Extracted records →
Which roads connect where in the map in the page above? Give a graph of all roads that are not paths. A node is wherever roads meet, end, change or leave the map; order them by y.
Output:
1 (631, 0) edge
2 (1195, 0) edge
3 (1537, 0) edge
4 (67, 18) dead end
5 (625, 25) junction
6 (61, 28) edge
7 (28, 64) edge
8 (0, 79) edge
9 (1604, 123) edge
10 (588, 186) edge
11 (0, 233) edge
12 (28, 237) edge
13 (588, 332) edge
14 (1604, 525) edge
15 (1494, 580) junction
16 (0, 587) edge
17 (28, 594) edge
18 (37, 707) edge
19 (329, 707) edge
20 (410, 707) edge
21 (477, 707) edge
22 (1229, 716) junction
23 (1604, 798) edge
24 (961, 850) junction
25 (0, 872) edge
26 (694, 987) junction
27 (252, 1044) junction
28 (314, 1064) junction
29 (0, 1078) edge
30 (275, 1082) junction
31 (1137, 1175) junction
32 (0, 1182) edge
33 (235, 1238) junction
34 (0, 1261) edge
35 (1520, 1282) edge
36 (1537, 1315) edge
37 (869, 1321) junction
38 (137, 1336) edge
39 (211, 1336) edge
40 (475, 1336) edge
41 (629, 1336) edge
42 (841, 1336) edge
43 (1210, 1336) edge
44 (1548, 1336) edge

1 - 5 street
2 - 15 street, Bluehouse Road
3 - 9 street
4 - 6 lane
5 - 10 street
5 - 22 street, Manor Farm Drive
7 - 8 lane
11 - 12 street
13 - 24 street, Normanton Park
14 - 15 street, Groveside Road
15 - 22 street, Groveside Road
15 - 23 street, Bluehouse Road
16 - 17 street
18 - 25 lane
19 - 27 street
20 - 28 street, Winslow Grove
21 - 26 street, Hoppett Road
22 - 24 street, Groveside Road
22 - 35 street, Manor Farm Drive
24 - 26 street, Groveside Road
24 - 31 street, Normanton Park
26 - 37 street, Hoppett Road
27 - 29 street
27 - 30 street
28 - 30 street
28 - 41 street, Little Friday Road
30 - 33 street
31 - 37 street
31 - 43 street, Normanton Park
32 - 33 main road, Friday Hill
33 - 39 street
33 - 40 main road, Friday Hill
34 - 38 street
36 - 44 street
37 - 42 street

What the task requires →
Set down all of the lines above without altering a word.

Result of the exercise →
Which roads connect where in the map in the page above? Give a graph of all roads that are not paths. A node is wherever roads meet, end, change or leave the map; order them by y.
Output:
1 (631, 0) edge
2 (1195, 0) edge
3 (1537, 0) edge
4 (67, 18) dead end
5 (625, 25) junction
6 (61, 28) edge
7 (28, 64) edge
8 (0, 79) edge
9 (1604, 123) edge
10 (588, 186) edge
11 (0, 233) edge
12 (28, 237) edge
13 (588, 332) edge
14 (1604, 525) edge
15 (1494, 580) junction
16 (0, 587) edge
17 (28, 594) edge
18 (37, 707) edge
19 (329, 707) edge
20 (410, 707) edge
21 (477, 707) edge
22 (1229, 716) junction
23 (1604, 798) edge
24 (961, 850) junction
25 (0, 872) edge
26 (694, 987) junction
27 (252, 1044) junction
28 (314, 1064) junction
29 (0, 1078) edge
30 (275, 1082) junction
31 (1137, 1175) junction
32 (0, 1182) edge
33 (235, 1238) junction
34 (0, 1261) edge
35 (1520, 1282) edge
36 (1537, 1315) edge
37 (869, 1321) junction
38 (137, 1336) edge
39 (211, 1336) edge
40 (475, 1336) edge
41 (629, 1336) edge
42 (841, 1336) edge
43 (1210, 1336) edge
44 (1548, 1336) edge

1 - 5 street
2 - 15 street, Bluehouse Road
3 - 9 street
4 - 6 lane
5 - 10 street
5 - 22 street, Manor Farm Drive
7 - 8 lane
11 - 12 street
13 - 24 street, Normanton Park
14 - 15 street, Groveside Road
15 - 22 street, Groveside Road
15 - 23 street, Bluehouse Road
16 - 17 street
18 - 25 lane
19 - 27 street
20 - 28 street, Winslow Grove
21 - 26 street, Hoppett Road
22 - 24 street, Groveside Road
22 - 35 street, Manor Farm Drive
24 - 26 street, Groveside Road
24 - 31 street, Normanton Park
26 - 37 street, Hoppett Road
27 - 29 street
27 - 30 street
28 - 30 street
28 - 41 street, Little Friday Road
30 - 33 street
31 - 37 street
31 - 43 street, Normanton Park
32 - 33 main road, Friday Hill
33 - 39 street
33 - 40 main road, Friday Hill
34 - 38 street
36 - 44 street
37 - 42 street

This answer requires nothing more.